In the U.S. time is money, so if a small error is made at work, or a minor miscalculation, oftentimes, it’s easier and more cost-effective to move on without investigating what went wrong. If it’s inefficient to struggle through troubleshooting, or if it costs more money than the problem is worth, we typically brush it off.

The same philosophy does not apply in Japan, especially in business. In Japan, if you make a mistake, the mentality is to investigate and learn from the mistake, regardless of its magnitude. The time it takes to figure it out may cost more than the actual mistake itself, but the Japanese place a high value on reducing errors and inefficient processes.

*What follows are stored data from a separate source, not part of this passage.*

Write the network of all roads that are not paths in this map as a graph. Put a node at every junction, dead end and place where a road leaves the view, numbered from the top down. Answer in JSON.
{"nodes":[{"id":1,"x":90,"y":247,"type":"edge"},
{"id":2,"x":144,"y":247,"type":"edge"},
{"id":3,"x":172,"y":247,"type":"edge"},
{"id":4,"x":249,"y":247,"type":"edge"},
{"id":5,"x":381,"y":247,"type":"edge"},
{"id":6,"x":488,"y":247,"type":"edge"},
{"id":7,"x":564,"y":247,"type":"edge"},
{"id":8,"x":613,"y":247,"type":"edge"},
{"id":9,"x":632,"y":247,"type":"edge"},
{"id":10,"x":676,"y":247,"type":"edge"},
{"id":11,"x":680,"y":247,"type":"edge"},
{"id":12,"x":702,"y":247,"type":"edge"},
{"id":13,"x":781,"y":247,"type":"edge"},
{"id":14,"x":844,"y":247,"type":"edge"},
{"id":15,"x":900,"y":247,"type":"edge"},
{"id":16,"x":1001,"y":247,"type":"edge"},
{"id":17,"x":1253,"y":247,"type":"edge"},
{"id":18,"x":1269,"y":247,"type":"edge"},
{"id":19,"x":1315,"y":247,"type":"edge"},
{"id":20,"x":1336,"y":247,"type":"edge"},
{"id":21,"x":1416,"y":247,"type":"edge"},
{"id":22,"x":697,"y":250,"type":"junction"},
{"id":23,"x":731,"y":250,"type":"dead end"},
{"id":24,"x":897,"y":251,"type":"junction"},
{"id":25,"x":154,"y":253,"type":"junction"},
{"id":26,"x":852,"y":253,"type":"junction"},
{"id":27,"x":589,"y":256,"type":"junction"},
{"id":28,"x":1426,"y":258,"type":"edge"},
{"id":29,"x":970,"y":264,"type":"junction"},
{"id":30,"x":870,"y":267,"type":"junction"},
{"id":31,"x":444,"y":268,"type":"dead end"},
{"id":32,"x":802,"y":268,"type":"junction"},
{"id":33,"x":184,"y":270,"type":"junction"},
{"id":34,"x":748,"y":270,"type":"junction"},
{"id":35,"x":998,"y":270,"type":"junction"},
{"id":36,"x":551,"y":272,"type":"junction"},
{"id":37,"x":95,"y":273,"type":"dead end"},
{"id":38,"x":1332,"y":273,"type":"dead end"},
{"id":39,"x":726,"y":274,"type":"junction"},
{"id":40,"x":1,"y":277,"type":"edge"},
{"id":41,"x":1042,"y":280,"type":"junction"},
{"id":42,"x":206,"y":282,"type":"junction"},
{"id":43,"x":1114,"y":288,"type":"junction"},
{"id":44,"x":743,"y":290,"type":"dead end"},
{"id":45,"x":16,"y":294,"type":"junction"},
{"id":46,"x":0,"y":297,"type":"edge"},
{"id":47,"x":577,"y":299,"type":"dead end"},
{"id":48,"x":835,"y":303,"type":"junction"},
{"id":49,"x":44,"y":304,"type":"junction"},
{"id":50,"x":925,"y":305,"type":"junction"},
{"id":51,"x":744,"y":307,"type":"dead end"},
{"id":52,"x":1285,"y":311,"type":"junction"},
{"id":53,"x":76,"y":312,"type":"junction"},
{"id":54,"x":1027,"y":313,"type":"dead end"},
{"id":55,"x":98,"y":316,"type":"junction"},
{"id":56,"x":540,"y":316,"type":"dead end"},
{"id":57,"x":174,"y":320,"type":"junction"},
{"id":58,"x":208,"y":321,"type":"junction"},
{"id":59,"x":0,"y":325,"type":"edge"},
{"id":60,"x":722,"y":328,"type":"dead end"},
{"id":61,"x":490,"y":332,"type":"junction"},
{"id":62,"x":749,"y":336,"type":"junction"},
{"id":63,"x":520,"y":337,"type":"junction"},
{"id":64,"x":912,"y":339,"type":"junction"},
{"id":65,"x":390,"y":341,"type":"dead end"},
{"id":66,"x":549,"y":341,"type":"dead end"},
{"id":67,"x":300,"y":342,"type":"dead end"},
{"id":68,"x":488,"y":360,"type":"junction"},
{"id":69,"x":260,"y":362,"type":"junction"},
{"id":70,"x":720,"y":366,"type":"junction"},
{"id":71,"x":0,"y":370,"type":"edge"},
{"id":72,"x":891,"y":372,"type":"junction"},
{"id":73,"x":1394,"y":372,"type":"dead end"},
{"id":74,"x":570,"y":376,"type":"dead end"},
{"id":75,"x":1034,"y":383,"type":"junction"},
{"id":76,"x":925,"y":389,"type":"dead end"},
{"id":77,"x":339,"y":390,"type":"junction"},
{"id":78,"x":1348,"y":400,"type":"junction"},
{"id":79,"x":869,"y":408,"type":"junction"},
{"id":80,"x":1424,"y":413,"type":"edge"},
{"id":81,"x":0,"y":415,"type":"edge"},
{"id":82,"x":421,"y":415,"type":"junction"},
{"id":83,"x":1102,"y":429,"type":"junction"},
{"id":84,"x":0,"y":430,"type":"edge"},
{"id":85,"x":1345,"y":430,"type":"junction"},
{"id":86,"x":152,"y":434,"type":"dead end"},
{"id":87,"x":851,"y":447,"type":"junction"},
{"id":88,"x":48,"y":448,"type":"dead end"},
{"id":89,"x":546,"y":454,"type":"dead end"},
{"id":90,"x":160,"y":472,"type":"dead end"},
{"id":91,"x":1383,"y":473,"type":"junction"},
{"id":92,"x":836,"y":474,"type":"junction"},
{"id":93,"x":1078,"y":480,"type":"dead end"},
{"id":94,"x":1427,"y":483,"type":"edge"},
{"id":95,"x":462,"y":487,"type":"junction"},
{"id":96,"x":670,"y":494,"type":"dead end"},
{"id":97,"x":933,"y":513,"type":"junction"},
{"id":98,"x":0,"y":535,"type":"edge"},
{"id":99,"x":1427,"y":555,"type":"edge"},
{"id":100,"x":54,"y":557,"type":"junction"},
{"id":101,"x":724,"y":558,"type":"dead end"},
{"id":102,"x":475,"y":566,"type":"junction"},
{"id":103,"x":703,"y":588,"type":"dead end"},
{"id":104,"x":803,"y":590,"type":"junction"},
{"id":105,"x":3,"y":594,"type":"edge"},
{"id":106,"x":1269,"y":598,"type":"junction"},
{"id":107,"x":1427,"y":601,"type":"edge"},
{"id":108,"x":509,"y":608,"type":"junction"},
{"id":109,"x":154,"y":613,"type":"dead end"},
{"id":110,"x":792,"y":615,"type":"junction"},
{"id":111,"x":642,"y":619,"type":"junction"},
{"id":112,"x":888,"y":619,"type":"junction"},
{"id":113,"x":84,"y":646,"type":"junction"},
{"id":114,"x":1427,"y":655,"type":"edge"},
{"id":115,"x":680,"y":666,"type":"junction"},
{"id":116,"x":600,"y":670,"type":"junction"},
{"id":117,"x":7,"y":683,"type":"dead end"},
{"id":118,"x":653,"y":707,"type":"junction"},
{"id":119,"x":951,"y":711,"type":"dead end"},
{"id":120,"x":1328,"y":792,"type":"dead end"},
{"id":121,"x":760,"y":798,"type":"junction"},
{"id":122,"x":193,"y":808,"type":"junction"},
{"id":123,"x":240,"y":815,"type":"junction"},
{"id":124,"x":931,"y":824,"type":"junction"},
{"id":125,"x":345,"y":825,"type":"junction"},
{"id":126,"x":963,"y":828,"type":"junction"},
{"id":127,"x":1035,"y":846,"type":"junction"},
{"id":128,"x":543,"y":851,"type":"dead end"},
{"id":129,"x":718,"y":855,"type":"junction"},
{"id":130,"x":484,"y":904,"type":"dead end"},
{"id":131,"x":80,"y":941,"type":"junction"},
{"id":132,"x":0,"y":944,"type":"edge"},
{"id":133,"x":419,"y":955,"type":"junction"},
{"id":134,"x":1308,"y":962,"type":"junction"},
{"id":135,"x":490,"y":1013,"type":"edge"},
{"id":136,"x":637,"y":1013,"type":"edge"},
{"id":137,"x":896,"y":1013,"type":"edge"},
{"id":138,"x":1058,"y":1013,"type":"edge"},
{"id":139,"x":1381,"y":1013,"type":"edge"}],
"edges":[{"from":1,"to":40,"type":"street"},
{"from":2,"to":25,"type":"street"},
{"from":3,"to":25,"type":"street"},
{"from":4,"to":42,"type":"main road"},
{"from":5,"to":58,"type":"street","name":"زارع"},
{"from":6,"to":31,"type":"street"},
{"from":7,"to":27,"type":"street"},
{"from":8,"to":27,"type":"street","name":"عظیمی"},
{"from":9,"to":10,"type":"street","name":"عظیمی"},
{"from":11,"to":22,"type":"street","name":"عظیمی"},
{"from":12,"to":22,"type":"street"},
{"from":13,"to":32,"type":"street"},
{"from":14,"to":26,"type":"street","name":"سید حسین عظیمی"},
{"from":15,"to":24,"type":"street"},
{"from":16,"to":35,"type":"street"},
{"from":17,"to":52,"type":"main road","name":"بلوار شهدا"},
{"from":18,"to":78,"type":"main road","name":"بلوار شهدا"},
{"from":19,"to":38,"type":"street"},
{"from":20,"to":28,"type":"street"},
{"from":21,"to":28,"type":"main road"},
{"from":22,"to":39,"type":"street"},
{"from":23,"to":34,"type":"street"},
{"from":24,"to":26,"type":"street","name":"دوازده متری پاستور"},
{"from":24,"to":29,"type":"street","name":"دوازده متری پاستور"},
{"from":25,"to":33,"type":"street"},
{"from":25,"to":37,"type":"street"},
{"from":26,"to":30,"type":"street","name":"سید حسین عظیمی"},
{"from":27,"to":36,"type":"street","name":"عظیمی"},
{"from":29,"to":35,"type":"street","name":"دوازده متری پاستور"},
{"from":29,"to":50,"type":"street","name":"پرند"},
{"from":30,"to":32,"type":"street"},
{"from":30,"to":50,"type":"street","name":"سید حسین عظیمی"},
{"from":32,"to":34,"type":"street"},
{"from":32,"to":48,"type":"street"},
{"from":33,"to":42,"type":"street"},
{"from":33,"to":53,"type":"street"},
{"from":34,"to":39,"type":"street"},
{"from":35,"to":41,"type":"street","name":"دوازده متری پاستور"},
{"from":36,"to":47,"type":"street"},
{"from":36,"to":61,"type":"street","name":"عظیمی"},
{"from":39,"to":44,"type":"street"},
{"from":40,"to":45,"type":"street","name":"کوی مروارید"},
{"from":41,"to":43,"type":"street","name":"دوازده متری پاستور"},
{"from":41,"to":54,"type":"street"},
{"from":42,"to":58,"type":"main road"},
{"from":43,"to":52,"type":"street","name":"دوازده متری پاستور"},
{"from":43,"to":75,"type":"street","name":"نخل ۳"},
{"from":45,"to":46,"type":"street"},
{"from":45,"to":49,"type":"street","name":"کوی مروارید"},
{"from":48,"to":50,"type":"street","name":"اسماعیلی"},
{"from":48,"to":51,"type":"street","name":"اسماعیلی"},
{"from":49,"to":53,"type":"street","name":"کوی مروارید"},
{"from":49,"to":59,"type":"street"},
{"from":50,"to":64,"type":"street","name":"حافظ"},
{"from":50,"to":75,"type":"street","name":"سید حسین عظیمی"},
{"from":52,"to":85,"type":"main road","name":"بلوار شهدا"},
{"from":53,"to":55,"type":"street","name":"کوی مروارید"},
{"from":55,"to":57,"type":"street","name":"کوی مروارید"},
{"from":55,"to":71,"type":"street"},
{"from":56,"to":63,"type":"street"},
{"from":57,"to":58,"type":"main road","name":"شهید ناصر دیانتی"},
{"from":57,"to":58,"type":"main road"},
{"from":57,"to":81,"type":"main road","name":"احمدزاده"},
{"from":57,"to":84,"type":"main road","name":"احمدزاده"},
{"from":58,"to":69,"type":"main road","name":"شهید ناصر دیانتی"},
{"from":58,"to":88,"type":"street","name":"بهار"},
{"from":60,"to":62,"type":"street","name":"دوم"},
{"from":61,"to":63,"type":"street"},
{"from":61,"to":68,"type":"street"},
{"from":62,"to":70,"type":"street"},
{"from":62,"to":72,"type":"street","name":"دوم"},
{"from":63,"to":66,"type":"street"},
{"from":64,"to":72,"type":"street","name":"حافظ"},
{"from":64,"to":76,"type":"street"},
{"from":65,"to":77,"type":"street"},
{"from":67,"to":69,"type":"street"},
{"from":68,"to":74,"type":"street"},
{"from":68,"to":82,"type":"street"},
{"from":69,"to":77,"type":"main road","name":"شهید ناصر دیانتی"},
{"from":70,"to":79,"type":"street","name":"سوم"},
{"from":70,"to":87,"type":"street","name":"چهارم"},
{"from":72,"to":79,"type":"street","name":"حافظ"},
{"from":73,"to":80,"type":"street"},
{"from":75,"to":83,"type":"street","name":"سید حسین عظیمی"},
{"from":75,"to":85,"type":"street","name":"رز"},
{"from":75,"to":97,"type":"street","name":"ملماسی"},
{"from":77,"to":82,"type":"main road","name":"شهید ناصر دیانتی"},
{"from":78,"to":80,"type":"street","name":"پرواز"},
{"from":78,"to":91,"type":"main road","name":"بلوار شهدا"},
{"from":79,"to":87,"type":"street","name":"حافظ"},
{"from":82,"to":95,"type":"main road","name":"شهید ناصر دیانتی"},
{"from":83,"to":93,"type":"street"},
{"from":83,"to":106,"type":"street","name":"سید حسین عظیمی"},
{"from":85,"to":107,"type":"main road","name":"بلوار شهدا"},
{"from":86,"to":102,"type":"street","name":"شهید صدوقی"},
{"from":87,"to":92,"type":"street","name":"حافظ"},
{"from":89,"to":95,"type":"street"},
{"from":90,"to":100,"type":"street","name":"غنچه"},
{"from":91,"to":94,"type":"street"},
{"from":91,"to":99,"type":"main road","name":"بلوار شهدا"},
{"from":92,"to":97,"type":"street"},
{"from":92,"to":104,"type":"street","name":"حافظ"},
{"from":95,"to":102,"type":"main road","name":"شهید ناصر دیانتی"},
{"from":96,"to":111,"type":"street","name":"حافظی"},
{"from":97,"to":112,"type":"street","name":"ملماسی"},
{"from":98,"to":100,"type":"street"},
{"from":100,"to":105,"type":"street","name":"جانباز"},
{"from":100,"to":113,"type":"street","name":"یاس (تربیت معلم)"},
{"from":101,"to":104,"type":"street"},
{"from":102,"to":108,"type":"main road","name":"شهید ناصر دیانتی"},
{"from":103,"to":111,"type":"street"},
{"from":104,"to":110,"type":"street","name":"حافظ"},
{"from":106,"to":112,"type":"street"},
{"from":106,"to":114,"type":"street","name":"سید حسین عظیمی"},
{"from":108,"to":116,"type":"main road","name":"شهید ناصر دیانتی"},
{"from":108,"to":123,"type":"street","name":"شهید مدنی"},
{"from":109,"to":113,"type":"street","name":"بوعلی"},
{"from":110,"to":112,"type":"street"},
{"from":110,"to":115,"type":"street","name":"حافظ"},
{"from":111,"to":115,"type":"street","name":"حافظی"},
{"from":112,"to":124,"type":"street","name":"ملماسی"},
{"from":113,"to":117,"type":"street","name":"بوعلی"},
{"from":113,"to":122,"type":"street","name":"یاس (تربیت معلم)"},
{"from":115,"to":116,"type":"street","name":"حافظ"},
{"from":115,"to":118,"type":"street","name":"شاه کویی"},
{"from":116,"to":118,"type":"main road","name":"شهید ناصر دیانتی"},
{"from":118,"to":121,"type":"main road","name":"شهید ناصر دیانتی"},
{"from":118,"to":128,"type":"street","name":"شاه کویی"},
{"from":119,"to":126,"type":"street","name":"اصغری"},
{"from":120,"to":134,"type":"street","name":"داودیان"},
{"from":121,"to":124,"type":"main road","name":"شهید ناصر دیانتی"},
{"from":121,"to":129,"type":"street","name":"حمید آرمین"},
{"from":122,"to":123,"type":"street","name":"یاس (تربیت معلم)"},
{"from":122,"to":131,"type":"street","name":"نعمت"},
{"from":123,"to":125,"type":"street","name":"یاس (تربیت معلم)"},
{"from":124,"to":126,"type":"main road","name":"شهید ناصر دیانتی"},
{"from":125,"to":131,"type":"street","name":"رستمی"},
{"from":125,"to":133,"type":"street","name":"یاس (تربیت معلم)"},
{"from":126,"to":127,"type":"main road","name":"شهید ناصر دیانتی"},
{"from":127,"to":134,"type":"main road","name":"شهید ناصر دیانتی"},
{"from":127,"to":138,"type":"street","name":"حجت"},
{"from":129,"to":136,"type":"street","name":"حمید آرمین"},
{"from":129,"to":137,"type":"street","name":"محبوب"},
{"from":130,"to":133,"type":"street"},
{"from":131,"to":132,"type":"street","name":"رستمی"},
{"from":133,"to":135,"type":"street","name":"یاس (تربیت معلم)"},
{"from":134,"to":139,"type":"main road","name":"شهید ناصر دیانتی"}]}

For example, in a retail store, if there is one dollar missing in the cashier’s drawer, many retailers here would say, “Don’t make the same mistake,” and move on. Because it would cost the business more than that missing dollar to figure out what went wrong. This is assuming the mistake won’t likely be repeated. But in Japan, although the cost to figure out a 100 yen (or one dollar) shortfall in the drawer may cost the company way more than 100 yen to figure out, it’s important this mistake is analyzed, learned from, and the process improved.

An improved process eliminates what the Japanese call “muda,” meaning “uselessness, futility, wastefulness,” and many companies, including Toyota’s well-known Total Production System (TPS), have adapted to a management system that eliminates such muda. The idea is for a streamlined process that eliminates any obstacles getting in the way of progress.

In the end, how you view muda is based on your own business values and processes. When working with international business partners, however, it’s best to keep an open mind. After all, my way of doing things is not the only way, and your way will probably be very different. But if we can respect each other’s unique process, observe and learn from each other, we’ll be a lot better off in our business relationships.